T-cell development and activation in humanized mice lacking mouse major histocompatibility complexes

Humanized mice transplanted with CD34 ⁺ hematopoietic progenitor cells (HPCs) are used to study human immune responses in vivo . However, the mismatch between the mouse major histocompatibility complexes (MHCs) and the human leukocyte antigens (HLAs) is not optimal for T-cell development and can trigger xenograft reactivity. We evaluated human T-cell development in NOD.Scid.Gamma mice lacking expression of MHC class I and II (NSG-DKO). Human leukocyte engraftment was detectable at 8 weeks post-transplantation. Human CD4 ⁺ and CD8 ⁺ T-cells were detectable in blood, thymus, bone marrow and spleen of humanized NSG-DKO mice for up to 20 weeks post-transplantation. Further, we evaluated the effects of lentiviral vector (LV) systemic delivery of HLA-A*02:01, HLA-DRB1*04:01, human GM-CSF/IFN-α and the human cytomegalovirus gB antigen.

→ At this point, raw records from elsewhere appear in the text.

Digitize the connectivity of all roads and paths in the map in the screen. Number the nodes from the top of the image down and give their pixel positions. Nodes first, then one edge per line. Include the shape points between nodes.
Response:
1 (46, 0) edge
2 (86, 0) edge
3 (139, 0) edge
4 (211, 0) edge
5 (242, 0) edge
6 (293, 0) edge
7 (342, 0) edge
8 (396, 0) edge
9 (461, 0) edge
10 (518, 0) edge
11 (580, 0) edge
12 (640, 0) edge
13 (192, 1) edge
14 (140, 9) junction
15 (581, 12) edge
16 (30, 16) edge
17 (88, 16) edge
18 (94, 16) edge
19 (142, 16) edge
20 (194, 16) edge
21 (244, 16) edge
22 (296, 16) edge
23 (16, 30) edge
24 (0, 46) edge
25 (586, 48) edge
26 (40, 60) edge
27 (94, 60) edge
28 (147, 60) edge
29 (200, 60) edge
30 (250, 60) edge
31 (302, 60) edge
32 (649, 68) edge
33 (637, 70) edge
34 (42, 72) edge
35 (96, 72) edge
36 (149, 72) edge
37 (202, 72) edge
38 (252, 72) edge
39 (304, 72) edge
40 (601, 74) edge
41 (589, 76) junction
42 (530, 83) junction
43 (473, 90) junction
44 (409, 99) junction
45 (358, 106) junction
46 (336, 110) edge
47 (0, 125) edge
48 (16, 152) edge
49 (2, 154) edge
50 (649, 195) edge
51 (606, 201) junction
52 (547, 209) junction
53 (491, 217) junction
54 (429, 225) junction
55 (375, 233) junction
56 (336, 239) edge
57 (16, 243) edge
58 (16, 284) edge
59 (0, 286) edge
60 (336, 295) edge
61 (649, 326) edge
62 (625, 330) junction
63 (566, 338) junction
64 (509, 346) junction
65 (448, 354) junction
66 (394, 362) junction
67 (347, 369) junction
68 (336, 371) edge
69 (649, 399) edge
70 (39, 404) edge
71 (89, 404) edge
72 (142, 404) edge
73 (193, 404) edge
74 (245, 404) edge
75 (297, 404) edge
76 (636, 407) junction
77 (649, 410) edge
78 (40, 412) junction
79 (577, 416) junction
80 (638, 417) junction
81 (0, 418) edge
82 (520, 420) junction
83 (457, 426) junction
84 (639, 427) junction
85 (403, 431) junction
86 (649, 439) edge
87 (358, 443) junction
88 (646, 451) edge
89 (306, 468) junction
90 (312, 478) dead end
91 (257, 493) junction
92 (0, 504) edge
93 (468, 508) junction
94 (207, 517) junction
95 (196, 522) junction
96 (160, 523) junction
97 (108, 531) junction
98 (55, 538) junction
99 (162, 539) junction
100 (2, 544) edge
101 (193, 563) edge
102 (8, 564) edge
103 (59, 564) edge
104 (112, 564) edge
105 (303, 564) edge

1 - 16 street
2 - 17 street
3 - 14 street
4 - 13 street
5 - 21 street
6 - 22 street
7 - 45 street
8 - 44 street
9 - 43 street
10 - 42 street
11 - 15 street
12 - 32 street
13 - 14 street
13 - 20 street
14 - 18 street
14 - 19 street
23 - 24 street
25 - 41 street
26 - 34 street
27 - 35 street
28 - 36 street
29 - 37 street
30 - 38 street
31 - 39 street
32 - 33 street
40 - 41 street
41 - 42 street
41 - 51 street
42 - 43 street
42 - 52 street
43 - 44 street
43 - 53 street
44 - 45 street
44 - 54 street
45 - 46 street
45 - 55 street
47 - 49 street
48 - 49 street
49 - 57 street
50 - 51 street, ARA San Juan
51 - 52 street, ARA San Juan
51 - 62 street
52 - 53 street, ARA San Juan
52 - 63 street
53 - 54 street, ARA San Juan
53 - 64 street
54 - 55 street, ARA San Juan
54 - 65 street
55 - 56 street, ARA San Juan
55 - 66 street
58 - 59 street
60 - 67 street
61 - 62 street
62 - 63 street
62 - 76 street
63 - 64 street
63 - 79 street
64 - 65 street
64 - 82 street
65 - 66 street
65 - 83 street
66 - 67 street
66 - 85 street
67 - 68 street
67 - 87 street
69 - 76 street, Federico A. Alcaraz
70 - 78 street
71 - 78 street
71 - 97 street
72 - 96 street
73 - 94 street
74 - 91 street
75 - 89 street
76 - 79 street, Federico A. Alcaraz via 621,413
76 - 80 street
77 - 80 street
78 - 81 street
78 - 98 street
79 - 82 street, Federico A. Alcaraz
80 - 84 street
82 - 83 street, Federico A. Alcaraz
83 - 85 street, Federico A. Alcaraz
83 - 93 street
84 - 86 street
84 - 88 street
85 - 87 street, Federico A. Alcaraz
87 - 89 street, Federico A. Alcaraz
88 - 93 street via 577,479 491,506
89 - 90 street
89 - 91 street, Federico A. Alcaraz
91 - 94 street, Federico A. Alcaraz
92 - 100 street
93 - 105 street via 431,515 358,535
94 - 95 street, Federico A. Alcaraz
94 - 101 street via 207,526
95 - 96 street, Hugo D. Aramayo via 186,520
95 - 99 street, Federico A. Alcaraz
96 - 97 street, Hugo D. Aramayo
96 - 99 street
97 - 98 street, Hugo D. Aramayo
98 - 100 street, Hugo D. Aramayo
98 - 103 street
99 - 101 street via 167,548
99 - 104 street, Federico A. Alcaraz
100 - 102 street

LV delivery promoted development and activation of human central memory, αβ and γδ T-cells with amplifications of the T-cell repertoire. LV administration unleashed multiple reactome pathways such as type-I interferon responses, cell cycle and metabolic processes. In summary, development of human T-cells in humanized mice does not rely on mouse MHCs and can be boosted systemically via LV administration.